WHAT YOU HAVE TO DO: Can you write out the whole listing exactly?

TASK MATERIAL:
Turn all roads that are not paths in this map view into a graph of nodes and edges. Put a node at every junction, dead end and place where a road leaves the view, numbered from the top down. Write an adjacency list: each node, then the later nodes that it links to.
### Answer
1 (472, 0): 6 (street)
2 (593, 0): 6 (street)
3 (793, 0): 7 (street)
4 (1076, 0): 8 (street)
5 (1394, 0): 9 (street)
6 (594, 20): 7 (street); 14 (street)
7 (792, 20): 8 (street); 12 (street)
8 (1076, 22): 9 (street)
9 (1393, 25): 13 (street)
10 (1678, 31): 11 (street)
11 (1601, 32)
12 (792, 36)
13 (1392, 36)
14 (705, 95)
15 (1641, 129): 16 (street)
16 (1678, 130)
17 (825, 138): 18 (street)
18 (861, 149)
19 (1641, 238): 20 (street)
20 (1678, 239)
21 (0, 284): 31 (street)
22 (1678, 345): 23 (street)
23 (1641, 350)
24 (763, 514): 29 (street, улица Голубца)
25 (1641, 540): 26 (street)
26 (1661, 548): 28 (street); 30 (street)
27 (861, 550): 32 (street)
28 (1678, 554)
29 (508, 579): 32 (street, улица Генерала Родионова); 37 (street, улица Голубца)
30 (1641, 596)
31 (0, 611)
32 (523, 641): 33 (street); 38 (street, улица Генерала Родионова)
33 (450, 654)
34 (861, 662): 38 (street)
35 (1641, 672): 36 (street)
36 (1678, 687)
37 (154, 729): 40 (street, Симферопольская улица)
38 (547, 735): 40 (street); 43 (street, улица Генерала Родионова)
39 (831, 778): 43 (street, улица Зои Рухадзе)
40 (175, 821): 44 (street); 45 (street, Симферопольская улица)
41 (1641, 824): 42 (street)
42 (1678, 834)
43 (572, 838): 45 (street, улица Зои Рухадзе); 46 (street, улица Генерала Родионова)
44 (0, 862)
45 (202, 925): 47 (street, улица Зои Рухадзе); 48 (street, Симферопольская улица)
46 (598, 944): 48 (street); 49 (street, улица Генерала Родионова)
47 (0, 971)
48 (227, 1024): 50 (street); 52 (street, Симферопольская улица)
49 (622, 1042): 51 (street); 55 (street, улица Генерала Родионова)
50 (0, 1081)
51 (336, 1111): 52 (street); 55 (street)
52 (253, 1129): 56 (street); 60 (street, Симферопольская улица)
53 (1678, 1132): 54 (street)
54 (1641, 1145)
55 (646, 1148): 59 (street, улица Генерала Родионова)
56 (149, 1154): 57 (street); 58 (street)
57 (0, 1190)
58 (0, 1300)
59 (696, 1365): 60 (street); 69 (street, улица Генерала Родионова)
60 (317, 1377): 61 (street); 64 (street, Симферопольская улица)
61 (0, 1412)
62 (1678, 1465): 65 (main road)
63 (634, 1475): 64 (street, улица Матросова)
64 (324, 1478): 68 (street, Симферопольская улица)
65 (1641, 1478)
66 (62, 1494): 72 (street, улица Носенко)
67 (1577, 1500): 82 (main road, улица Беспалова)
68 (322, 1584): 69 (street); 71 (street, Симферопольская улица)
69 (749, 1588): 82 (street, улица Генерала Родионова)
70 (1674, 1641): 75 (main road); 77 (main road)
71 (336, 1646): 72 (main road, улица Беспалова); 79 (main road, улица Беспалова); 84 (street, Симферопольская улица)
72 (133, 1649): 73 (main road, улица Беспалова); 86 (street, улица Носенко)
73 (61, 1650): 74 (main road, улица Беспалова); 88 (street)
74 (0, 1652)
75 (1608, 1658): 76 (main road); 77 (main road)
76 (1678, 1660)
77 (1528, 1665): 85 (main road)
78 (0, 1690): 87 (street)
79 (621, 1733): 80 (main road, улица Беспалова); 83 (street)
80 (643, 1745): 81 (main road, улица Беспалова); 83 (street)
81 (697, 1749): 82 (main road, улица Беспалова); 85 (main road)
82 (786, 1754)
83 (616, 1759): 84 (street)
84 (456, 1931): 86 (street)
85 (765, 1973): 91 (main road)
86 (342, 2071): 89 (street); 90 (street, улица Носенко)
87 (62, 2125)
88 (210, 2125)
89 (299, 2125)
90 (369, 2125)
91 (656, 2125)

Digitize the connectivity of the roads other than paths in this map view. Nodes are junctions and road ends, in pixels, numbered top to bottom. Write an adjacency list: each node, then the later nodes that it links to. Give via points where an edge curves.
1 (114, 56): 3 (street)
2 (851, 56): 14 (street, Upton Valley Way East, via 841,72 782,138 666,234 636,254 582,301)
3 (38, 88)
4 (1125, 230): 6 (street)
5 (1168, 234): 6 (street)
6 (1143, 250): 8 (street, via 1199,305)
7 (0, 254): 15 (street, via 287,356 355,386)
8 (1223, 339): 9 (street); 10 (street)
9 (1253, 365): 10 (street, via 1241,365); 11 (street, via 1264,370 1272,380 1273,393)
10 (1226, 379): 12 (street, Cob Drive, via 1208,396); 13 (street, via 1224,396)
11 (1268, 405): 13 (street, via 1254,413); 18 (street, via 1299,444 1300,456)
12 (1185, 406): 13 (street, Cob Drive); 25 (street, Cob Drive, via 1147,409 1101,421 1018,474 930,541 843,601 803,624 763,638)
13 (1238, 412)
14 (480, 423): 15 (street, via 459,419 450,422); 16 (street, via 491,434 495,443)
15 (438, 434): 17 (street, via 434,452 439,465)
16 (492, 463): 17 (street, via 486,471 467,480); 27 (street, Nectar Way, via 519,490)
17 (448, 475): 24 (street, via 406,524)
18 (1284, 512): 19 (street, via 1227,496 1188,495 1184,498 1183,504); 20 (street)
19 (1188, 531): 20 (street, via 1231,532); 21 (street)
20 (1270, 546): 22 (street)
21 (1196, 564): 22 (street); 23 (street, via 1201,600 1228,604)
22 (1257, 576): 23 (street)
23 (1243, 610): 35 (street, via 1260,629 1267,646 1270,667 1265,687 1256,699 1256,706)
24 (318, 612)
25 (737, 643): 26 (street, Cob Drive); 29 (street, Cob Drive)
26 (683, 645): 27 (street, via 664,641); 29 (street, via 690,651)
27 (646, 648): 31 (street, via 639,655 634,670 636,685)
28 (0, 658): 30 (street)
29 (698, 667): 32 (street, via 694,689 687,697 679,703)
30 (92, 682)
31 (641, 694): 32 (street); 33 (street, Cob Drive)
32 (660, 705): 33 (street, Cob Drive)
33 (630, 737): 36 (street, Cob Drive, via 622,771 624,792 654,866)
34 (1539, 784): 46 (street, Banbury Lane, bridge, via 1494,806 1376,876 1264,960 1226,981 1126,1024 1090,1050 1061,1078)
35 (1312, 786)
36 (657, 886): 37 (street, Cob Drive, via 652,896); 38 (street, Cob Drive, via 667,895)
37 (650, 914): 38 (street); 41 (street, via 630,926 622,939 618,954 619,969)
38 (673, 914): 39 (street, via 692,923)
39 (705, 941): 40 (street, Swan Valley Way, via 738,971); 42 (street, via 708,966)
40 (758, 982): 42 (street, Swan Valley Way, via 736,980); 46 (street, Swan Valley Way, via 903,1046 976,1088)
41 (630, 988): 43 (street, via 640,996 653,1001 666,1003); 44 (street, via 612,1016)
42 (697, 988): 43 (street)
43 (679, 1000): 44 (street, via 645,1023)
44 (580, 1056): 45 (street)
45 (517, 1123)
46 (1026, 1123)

SOLUTION FOR THIS EXERCISE:
Turn all roads that are not paths in this map view into a graph of nodes and edges. Put a node at every junction, dead end and place where a road leaves the view, numbered from the top down. Write an adjacency list: each node, then the later nodes that it links to.
### Answer
1 (472, 0): 6 (street)
2 (593, 0): 6 (street)
3 (793, 0): 7 (street)
4 (1076, 0): 8 (street)
5 (1394, 0): 9 (street)
6 (594, 20): 7 (street); 14 (street)
7 (792, 20): 8 (street); 12 (street)
8 (1076, 22): 9 (street)
9 (1393, 25): 13 (street)
10 (1678, 31): 11 (street)
11 (1601, 32)
12 (792, 36)
13 (1392, 36)
14 (705, 95)
15 (1641, 129): 16 (street)
16 (1678, 130)
17 (825, 138): 18 (street)
18 (861, 149)
19 (1641, 238): 20 (street)
20 (1678, 239)
21 (0, 284): 31 (street)
22 (1678, 345): 23 (street)
23 (1641, 350)
24 (763, 514): 29 (street, улица Голубца)
25 (1641, 540): 26 (street)
26 (1661, 548): 28 (street); 30 (street)
27 (861, 550): 32 (street)
28 (1678, 554)
29 (508, 579): 32 (street, улица Генерала Родионова); 37 (street, улица Голубца)
30 (1641, 596)
31 (0, 611)
32 (523, 641): 33 (street); 38 (street, улица Генерала Родионова)
33 (450, 654)
34 (861, 662): 38 (street)
35 (1641, 672): 36 (street)
36 (1678, 687)
37 (154, 729): 40 (street, Симферопольская улица)
38 (547, 735): 40 (street); 43 (street, улица Генерала Родионова)
39 (831, 778): 43 (street, улица Зои Рухадзе)
40 (175, 821): 44 (street); 45 (street, Симферопольская улица)
41 (1641, 824): 42 (street)
42 (1678, 834)
43 (572, 838): 45 (street, улица Зои Рухадзе); 46 (street, улица Генерала Родионова)
44 (0, 862)
45 (202, 925): 47 (street, улица Зои Рухадзе); 48 (street, Симферопольская улица)
46 (598, 944): 48 (street); 49 (street, улица Генерала Родионова)
47 (0, 971)
48 (227, 1024): 50 (street); 52 (street, Симферопольская улица)
49 (622, 1042): 51 (street); 55 (street, улица Генерала Родионова)
50 (0, 1081)
51 (336, 1111): 52 (street); 55 (street)
52 (253, 1129): 56 (street); 60 (street, Симферопольская улица)
53 (1678, 1132): 54 (street)
54 (1641, 1145)
55 (646, 1148): 59 (street, улица Генерала Родионова)
56 (149, 1154): 57 (street); 58 (street)
57 (0, 1190)
58 (0, 1300)
59 (696, 1365): 60 (street); 69 (street, улица Генерала Родионова)
60 (317, 1377): 61 (street); 64 (street, Симферопольская улица)
61 (0, 1412)
62 (1678, 1465): 65 (main road)
63 (634, 1475): 64 (street, улица Матросова)
64 (324, 1478): 68 (street, Симферопольская улица)
65 (1641, 1478)
66 (62, 1494): 72 (street, улица Носенко)
67 (1577, 1500): 82 (main road, улица Беспалова)
68 (322, 1584): 69 (street); 71 (street, Симферопольская улица)
69 (749, 1588): 82 (street, улица Генерала Родионова)
70 (1674, 1641): 75 (main road); 77 (main road)
71 (336, 1646): 72 (main road, улица Беспалова); 79 (main road, улица Беспалова); 84 (street, Симферопольская улица)
72 (133, 1649): 73 (main road, улица Беспалова); 86 (street, улица Носенко)
73 (61, 1650): 74 (main road, улица Беспалова); 88 (street)
74 (0, 1652)
75 (1608, 1658): 76 (main road); 77 (main road)
76 (1678, 1660)
77 (1528, 1665): 85 (main road)
78 (0, 1690): 87 (street)
79 (621, 1733): 80 (main road, улица Беспалова); 83 (street)
80 (643, 1745): 81 (main road, улица Беспалова); 83 (street)
81 (697, 1749): 82 (main road, улица Беспалова); 85 (main road)
82 (786, 1754)
83 (616, 1759): 84 (street)
84 (456, 1931): 86 (street)
85 (765, 1973): 91 (main road)
86 (342, 2071): 89 (street); 90 (street, улица Носенко)
87 (62, 2125)
88 (210, 2125)
89 (299, 2125)
90 (369, 2125)
91 (656, 2125)

Digitize the connectivity of the roads other than paths in this map view. Nodes are junctions and road ends, in pixels, numbered top to bottom. Write an adjacency list: each node, then the later nodes that it links to. Give via points where an edge curves.
1 (114, 56): 3 (street)
2 (851, 56): 14 (street, Upton Valley Way East, via 841,72 782,138 666,234 636,254 582,301)
3 (38, 88)
4 (1125, 230): 6 (street)
5 (1168, 234): 6 (street)
6 (1143, 250): 8 (street, via 1199,305)
7 (0, 254): 15 (street, via 287,356 355,386)
8 (1223, 339): 9 (street); 10 (street)
9 (1253, 365): 10 (street, via 1241,365); 11 (street, via 1264,370 1272,380 1273,393)
10 (1226, 379): 12 (street, Cob Drive, via 1208,396); 13 (street, via 1224,396)
11 (1268, 405): 13 (street, via 1254,413); 18 (street, via 1299,444 1300,456)
12 (1185, 406): 13 (street, Cob Drive); 25 (street, Cob Drive, via 1147,409 1101,421 1018,474 930,541 843,601 803,624 763,638)
13 (1238, 412)
14 (480, 423): 15 (street, via 459,419 450,422); 16 (street, via 491,434 495,443)
15 (438, 434): 17 (street, via 434,452 439,465)
16 (492, 463): 17 (street, via 486,471 467,480); 27 (street, Nectar Way, via 519,490)
17 (448, 475): 24 (street, via 406,524)
18 (1284, 512): 19 (street, via 1227,496 1188,495 1184,498 1183,504); 20 (street)
19 (1188, 531): 20 (street, via 1231,532); 21 (street)
20 (1270, 546): 22 (street)
21 (1196, 564): 22 (street); 23 (street, via 1201,600 1228,604)
22 (1257, 576): 23 (street)
23 (1243, 610): 35 (street, via 1260,629 1267,646 1270,667 1265,687 1256,699 1256,706)
24 (318, 612)
25 (737, 643): 26 (street, Cob Drive); 29 (street, Cob Drive)
26 (683, 645): 27 (street, via 664,641); 29 (street, via 690,651)
27 (646, 648): 31 (street, via 639,655 634,670 636,685)
28 (0, 658): 30 (street)
29 (698, 667): 32 (street, via 694,689 687,697 679,703)
30 (92, 682)
31 (641, 694): 32 (street); 33 (street, Cob Drive)
32 (660, 705): 33 (street, Cob Drive)
33 (630, 737): 36 (street, Cob Drive, via 622,771 624,792 654,866)
34 (1539, 784): 46 (street, Banbury Lane, bridge, via 1494,806 1376,876 1264,960 1226,981 1126,1024 1090,1050 1061,1078)
35 (1312, 786)
36 (657, 886): 37 (street, Cob Drive, via 652,896); 38 (street, Cob Drive, via 667,895)
37 (650, 914): 38 (street); 41 (street, via 630,926 622,939 618,954 619,969)
38 (673, 914): 39 (street, via 692,923)
39 (705, 941): 40 (street, Swan Valley Way, via 738,971); 42 (street, via 708,966)
40 (758, 982): 42 (street, Swan Valley Way, via 736,980); 46 (street, Swan Valley Way, via 903,1046 976,1088)
41 (630, 988): 43 (street, via 640,996 653,1001 666,1003); 44 (street, via 612,1016)
42 (697, 988): 43 (street)
43 (679, 1000): 44 (street, via 645,1023)
44 (580, 1056): 45 (street)
45 (517, 1123)
46 (1026, 1123)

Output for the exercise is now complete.